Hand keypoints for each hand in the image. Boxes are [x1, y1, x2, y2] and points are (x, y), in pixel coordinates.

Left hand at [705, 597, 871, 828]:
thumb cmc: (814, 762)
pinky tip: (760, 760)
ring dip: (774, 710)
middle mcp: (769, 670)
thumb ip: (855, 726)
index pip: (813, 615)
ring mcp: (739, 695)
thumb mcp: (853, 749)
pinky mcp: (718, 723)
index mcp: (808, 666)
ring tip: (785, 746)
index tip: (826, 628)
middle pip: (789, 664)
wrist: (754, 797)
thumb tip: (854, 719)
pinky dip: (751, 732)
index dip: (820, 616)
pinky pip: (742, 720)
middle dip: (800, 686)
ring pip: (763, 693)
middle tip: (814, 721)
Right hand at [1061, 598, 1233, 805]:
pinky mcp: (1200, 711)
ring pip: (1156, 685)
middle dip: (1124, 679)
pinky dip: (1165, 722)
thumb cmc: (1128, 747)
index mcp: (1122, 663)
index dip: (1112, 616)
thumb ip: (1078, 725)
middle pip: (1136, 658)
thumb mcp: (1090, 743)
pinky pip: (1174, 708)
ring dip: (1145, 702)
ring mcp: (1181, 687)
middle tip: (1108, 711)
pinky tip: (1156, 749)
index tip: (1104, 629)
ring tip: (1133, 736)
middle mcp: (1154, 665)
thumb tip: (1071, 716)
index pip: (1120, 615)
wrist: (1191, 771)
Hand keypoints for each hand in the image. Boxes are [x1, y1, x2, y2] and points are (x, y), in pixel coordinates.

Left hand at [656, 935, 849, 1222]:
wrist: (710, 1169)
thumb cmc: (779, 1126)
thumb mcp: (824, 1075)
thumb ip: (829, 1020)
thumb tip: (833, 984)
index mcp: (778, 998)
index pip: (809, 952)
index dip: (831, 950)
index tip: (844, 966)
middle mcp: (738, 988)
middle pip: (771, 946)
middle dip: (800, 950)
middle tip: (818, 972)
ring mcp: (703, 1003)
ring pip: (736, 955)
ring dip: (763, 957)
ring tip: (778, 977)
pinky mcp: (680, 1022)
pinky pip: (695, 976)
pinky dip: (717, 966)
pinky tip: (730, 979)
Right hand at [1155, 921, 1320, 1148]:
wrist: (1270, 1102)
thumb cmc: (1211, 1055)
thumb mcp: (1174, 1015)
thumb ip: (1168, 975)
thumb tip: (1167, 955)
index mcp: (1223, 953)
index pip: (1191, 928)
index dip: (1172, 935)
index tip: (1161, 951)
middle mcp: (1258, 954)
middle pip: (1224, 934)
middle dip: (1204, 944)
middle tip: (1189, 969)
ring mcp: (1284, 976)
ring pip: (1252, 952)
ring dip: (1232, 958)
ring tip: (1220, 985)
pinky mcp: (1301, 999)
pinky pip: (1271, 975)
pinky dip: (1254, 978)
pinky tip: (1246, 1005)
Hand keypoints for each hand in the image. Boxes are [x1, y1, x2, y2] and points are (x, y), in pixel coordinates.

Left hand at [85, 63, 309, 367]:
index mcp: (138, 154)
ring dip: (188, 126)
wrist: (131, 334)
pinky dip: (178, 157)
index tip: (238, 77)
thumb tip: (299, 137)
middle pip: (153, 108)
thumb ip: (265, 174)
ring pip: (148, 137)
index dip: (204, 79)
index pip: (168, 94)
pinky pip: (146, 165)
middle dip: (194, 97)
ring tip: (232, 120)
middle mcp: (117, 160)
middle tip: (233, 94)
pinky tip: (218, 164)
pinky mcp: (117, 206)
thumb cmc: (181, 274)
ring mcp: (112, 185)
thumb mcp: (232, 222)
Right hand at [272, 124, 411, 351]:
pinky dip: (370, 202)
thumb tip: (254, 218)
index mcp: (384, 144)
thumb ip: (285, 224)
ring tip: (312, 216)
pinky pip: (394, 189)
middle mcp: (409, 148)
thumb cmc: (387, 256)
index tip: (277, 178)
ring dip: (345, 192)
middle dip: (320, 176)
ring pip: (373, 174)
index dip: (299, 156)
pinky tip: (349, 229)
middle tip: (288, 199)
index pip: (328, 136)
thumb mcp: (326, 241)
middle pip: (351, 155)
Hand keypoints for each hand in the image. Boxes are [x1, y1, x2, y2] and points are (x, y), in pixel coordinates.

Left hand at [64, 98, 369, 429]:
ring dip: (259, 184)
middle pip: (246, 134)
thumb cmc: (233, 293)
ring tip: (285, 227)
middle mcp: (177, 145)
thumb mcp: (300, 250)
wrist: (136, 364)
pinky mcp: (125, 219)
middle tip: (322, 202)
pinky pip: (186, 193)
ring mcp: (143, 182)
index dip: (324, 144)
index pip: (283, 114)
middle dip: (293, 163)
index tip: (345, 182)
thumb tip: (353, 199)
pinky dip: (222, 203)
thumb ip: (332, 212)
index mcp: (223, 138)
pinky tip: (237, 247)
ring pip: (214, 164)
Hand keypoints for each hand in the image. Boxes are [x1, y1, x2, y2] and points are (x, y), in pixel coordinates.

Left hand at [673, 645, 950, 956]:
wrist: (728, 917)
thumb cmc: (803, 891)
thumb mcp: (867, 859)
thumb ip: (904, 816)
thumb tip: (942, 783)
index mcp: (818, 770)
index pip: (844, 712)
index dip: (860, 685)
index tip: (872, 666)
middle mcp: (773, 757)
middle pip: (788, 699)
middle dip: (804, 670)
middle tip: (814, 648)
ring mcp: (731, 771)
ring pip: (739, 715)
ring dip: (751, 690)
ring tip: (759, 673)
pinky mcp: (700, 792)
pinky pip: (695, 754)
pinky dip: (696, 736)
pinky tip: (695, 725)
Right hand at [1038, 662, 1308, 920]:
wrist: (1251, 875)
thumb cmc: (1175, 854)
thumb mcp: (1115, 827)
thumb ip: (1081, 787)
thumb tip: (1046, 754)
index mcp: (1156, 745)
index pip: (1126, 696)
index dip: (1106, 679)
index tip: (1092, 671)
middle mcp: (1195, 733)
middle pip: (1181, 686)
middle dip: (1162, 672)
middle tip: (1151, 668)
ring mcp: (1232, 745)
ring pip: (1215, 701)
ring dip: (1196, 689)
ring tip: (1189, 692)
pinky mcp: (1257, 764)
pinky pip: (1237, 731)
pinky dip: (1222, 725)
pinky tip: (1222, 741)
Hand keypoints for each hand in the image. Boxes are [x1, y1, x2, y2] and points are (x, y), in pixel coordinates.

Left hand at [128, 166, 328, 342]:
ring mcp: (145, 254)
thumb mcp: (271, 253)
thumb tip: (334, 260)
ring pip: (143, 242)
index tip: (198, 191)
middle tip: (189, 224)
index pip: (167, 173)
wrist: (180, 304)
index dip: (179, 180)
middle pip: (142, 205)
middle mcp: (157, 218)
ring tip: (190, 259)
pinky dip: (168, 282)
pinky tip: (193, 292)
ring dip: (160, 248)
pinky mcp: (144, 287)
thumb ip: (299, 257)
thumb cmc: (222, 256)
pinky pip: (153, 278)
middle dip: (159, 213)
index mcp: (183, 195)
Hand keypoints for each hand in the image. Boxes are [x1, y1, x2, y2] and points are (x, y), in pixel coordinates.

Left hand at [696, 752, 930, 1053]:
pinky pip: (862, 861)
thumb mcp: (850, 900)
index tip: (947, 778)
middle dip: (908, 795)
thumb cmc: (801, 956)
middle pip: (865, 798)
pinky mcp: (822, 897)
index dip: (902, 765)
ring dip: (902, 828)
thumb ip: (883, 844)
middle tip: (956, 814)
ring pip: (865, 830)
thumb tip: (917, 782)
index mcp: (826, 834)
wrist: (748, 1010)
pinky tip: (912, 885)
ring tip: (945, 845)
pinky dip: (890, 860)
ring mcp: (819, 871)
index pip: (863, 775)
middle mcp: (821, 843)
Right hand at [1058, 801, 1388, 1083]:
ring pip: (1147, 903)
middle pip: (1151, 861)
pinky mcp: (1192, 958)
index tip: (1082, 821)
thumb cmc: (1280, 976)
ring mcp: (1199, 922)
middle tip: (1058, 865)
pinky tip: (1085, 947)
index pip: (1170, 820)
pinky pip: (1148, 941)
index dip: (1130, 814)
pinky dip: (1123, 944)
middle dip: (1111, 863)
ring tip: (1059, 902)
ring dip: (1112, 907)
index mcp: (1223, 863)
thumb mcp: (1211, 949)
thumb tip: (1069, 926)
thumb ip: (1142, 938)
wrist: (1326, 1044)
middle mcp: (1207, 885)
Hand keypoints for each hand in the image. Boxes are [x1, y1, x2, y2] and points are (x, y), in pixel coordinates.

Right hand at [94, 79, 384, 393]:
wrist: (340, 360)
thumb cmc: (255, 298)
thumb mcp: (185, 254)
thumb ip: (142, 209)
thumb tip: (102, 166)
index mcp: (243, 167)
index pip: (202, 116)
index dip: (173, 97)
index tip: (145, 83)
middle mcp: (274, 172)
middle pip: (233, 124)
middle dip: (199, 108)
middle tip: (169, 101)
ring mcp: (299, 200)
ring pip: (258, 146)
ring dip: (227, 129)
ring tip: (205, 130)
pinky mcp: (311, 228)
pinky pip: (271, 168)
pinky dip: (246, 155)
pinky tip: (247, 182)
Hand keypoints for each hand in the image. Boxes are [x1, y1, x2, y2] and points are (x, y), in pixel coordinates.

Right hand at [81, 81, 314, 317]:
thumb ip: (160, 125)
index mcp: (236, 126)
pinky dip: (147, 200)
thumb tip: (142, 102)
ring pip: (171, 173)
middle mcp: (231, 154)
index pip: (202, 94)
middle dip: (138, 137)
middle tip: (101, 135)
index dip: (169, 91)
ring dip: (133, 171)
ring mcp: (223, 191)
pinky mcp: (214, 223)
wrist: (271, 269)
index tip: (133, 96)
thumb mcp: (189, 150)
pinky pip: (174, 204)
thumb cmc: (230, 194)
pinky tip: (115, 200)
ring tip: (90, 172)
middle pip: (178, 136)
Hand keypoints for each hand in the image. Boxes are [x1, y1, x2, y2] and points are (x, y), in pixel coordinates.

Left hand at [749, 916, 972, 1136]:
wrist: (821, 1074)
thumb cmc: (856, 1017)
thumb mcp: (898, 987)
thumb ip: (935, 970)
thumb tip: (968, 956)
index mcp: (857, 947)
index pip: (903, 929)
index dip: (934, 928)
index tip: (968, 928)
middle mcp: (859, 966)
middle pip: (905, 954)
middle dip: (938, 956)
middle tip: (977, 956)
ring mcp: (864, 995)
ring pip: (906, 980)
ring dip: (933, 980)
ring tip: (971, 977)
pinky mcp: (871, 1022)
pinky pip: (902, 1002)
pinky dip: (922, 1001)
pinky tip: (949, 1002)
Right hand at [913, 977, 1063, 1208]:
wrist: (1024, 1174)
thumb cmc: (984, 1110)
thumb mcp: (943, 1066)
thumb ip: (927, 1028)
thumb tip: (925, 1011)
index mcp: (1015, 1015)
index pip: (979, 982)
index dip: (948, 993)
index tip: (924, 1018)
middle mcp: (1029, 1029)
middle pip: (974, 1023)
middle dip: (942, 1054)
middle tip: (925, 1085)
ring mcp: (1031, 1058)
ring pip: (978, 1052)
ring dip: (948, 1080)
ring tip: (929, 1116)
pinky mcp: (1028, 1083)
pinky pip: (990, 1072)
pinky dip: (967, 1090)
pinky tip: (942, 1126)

------------------------------------------------------------

**INSTRUCTIONS TO FOLLOW:** Transcribe, with no changes, the listing above from its first line through the line with "index dip: (831, 950)", including that line, and stop once it is done.

**RESPONSE TO THE TASK:**
Hand keypoints for each hand in the image. Boxes are [x1, y1, x2, y2] and points are (x, y), in pixel coordinates.

Left hand at [705, 597, 871, 828]:
thumb cmc: (814, 762)
pinky tip: (760, 760)
ring dip: (774, 710)
middle mcp: (769, 670)
thumb ip: (855, 726)
index pip: (813, 615)
ring mcp: (739, 695)
thumb mcp: (853, 749)
pinky mcp: (718, 723)
index mcp: (808, 666)
ring tip: (785, 746)
index tip: (826, 628)
middle pip: (789, 664)
wrist: (754, 797)
thumb tip: (854, 719)
pinky dip: (751, 732)
index dip: (820, 616)
pinky pip: (742, 720)
middle dip: (800, 686)
ring pip: (763, 693)
middle tip: (814, 721)
Right hand at [1061, 598, 1233, 805]:
pinky mcp: (1200, 711)
ring pip: (1156, 685)
middle dip: (1124, 679)
pinky dip: (1165, 722)
thumb cmc: (1128, 747)
index mcp: (1122, 663)
index dip: (1112, 616)
thumb ip: (1078, 725)
middle pip: (1136, 658)
thumb mcp: (1090, 743)
pinky pip: (1174, 708)
ring dip: (1145, 702)
ring mcp: (1181, 687)
middle tip: (1108, 711)
pinky tip: (1156, 749)
index tip: (1104, 629)
ring tip: (1133, 736)
middle mcp: (1154, 665)
thumb tip: (1071, 716)
index pip: (1120, 615)
wrist: (1191, 771)
Hand keypoints for each hand in the image. Boxes are [x1, y1, x2, y2] and points are (x, y), in pixel coordinates.

Left hand at [656, 935, 849, 1222]:
wrist: (710, 1169)
thumb cmc: (779, 1126)
thumb mcp: (824, 1075)
thumb ip: (829, 1020)
thumb tip: (833, 984)
index mcp: (778, 998)
index pip: (809, 952)
index dip: (831, 950)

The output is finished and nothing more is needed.